== Supplied records ==
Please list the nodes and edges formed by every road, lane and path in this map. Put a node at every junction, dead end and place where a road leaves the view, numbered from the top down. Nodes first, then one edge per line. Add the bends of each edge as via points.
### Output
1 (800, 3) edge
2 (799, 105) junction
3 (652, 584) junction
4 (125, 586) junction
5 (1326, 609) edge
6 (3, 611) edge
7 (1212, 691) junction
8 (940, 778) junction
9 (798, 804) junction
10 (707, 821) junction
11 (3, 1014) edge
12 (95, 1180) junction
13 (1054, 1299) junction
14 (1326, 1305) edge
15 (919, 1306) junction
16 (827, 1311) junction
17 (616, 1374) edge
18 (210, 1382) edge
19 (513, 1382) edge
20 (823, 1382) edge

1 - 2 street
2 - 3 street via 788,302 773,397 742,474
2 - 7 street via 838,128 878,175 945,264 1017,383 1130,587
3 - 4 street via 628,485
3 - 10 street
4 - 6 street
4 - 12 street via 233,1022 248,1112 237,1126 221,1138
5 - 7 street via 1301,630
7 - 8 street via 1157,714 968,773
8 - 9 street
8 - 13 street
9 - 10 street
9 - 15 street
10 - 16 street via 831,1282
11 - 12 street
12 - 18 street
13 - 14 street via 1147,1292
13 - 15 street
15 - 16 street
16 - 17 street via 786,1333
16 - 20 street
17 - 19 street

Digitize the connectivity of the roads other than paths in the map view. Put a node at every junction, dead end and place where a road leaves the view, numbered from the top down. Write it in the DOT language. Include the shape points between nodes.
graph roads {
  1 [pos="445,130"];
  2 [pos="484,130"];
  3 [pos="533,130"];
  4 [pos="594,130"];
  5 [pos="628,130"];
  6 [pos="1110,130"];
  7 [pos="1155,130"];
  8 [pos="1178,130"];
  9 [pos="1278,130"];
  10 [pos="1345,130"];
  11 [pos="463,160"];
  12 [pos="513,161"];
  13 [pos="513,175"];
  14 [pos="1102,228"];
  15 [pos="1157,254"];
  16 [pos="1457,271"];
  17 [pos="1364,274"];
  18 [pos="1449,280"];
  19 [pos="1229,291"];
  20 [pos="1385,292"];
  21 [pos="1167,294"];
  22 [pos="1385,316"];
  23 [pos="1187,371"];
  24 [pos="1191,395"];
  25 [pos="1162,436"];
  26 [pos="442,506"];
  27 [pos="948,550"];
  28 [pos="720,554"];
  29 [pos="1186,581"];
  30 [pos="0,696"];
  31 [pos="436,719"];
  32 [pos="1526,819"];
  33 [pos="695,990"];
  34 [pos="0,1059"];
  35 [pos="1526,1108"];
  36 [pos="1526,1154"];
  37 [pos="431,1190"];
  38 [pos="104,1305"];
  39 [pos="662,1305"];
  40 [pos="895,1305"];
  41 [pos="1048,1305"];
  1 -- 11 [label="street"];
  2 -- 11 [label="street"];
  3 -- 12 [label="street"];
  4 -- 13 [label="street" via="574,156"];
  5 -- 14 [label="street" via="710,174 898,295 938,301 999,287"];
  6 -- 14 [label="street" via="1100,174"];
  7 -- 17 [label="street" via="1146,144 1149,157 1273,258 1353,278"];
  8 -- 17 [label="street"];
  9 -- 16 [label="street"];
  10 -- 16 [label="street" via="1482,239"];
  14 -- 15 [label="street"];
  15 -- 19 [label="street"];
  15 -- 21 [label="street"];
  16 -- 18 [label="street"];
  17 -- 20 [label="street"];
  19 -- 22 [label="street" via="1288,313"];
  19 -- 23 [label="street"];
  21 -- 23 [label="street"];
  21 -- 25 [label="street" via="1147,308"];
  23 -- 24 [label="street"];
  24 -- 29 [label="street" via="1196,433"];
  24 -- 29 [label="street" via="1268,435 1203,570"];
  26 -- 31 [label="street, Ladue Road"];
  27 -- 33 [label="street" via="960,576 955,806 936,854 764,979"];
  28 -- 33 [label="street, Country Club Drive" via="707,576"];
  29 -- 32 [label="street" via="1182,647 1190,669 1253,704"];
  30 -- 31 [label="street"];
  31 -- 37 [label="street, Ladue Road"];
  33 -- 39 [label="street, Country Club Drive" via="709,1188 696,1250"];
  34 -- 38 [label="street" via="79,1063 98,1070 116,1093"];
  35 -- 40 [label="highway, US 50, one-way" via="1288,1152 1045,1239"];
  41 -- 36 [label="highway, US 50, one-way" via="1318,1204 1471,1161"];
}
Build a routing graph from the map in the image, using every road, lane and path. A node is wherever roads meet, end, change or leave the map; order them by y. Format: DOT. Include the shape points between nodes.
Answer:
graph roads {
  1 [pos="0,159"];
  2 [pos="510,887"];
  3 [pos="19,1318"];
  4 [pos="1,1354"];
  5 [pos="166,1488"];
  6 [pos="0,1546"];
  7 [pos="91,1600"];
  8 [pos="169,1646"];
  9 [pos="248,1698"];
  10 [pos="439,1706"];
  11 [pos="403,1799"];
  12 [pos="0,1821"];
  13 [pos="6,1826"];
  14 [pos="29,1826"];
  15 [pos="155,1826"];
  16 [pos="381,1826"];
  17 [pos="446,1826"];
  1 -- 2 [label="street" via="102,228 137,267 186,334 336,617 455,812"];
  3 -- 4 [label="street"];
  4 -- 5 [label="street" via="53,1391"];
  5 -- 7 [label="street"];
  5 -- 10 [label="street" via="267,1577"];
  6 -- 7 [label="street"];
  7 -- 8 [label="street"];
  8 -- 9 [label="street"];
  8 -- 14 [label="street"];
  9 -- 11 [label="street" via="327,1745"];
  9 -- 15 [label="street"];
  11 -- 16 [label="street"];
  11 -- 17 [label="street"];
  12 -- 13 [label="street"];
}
===
■ **Description of the task**: Bring together all lines of the entries above in which the string "Club" occurs.

■ **Reply to the task**:
  28 -- 33 [label="street, Country Club Drive" via="707,576"];
  33 -- 39 [label="street, Country Club Drive" via="709,1188 696,1250"];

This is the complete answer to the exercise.